DATA SHOWN:
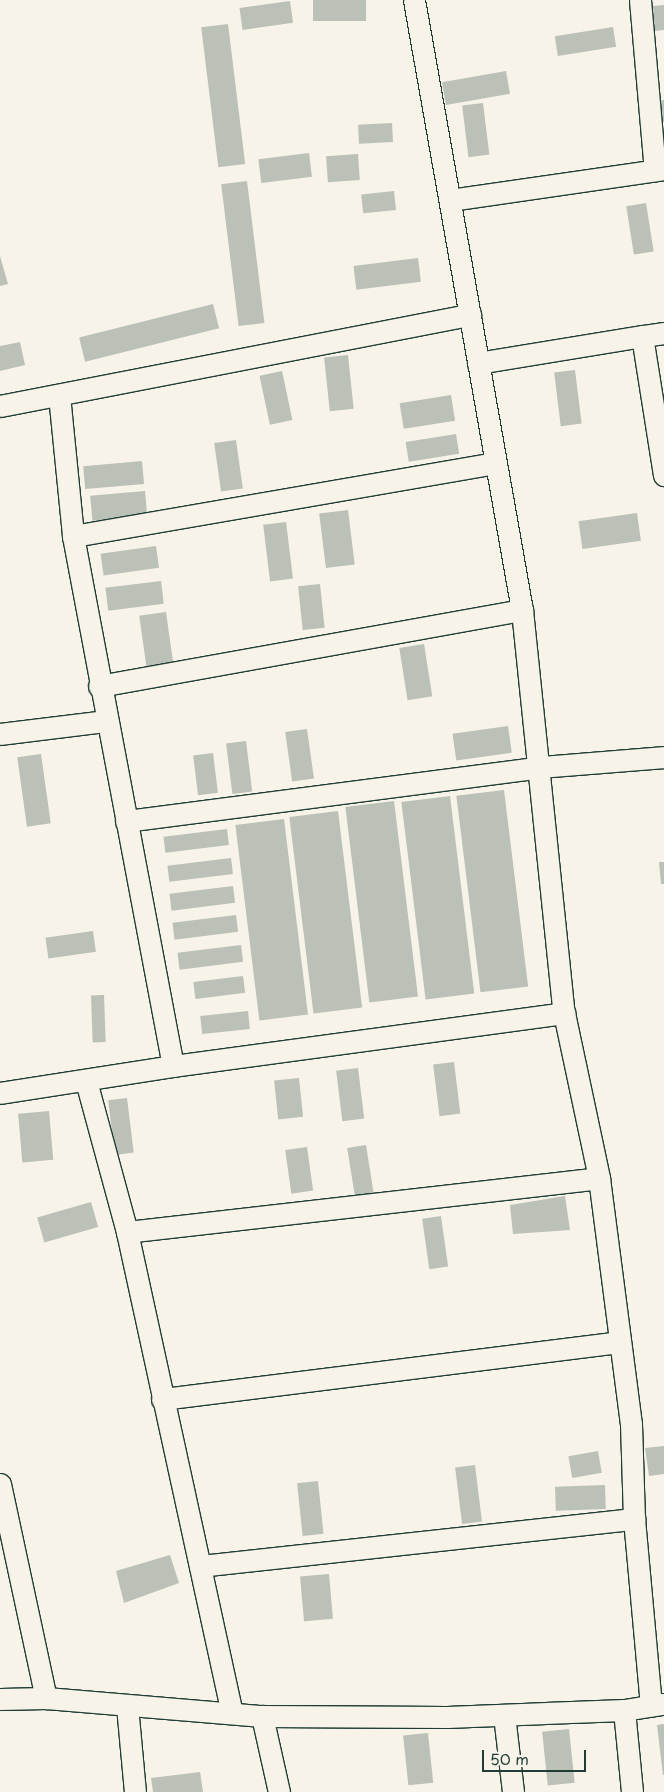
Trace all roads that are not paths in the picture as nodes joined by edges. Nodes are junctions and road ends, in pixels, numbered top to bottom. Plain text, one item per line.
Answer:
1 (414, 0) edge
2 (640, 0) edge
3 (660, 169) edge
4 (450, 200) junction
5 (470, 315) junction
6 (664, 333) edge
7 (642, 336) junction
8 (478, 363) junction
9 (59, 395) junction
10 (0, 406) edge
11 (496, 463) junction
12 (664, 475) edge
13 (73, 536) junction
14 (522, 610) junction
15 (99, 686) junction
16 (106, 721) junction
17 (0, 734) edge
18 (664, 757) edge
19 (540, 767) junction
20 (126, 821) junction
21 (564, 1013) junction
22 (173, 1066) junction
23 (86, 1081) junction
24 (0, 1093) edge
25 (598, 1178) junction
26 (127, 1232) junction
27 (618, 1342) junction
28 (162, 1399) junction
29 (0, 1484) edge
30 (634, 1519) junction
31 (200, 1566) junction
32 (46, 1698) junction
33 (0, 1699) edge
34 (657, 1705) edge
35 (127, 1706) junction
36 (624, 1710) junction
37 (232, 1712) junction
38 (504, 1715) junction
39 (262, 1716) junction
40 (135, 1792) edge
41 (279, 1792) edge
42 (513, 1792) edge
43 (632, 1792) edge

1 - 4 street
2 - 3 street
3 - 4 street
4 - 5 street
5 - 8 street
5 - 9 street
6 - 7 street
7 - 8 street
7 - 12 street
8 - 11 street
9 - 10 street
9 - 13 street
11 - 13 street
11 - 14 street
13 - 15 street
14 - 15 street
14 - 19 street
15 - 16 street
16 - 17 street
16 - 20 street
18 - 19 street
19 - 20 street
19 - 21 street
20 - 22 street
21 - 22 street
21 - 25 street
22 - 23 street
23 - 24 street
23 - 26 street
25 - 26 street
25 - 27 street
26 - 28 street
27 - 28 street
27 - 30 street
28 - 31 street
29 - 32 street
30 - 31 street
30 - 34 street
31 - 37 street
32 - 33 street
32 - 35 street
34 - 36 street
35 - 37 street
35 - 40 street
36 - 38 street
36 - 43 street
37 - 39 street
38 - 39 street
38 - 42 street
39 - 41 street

EXERCISE: Reproduce the data above verbatim, minus any images.

TASK RESULT:
Trace all roads that are not paths in the picture as nodes joined by edges. Nodes are junctions and road ends, in pixels, numbered top to bottom. Plain text, one item per line.
Answer:
1 (414, 0) edge
2 (640, 0) edge
3 (660, 169) edge
4 (450, 200) junction
5 (470, 315) junction
6 (664, 333) edge
7 (642, 336) junction
8 (478, 363) junction
9 (59, 395) junction
10 (0, 406) edge
11 (496, 463) junction
12 (664, 475) edge
13 (73, 536) junction
14 (522, 610) junction
15 (99, 686) junction
16 (106, 721) junction
17 (0, 734) edge
18 (664, 757) edge
19 (540, 767) junction
20 (126, 821) junction
21 (564, 1013) junction
22 (173, 1066) junction
23 (86, 1081) junction
24 (0, 1093) edge
25 (598, 1178) junction
26 (127, 1232) junction
27 (618, 1342) junction
28 (162, 1399) junction
29 (0, 1484) edge
30 (634, 1519) junction
31 (200, 1566) junction
32 (46, 1698) junction
33 (0, 1699) edge
34 (657, 1705) edge
35 (127, 1706) junction
36 (624, 1710) junction
37 (232, 1712) junction
38 (504, 1715) junction
39 (262, 1716) junction
40 (135, 1792) edge
41 (279, 1792) edge
42 (513, 1792) edge
43 (632, 1792) edge

1 - 4 street
2 - 3 street
3 - 4 street
4 - 5 street
5 - 8 street
5 - 9 street
6 - 7 street
7 - 8 street
7 - 12 street
8 - 11 street
9 - 10 street
9 - 13 street
11 - 13 street
11 - 14 street
13 - 15 street
14 - 15 street
14 - 19 street
15 - 16 street
16 - 17 street
16 - 20 street
18 - 19 street
19 - 20 street
19 - 21 street
20 - 22 street
21 - 22 street
21 - 25 street
22 - 23 street
23 - 24 street
23 - 26 street
25 - 26 street
25 - 27 street
26 - 28 street
27 - 28 street
27 - 30 street
28 - 31 street
29 - 32 street
30 - 31 street
30 - 34 street
31 - 37 street
32 - 33 street
32 - 35 street
34 - 36 street
35 - 37 street
35 - 40 street
36 - 38 street
36 - 43 street
37 - 39 street
38 - 39 street
38 - 42 street
39 - 41 street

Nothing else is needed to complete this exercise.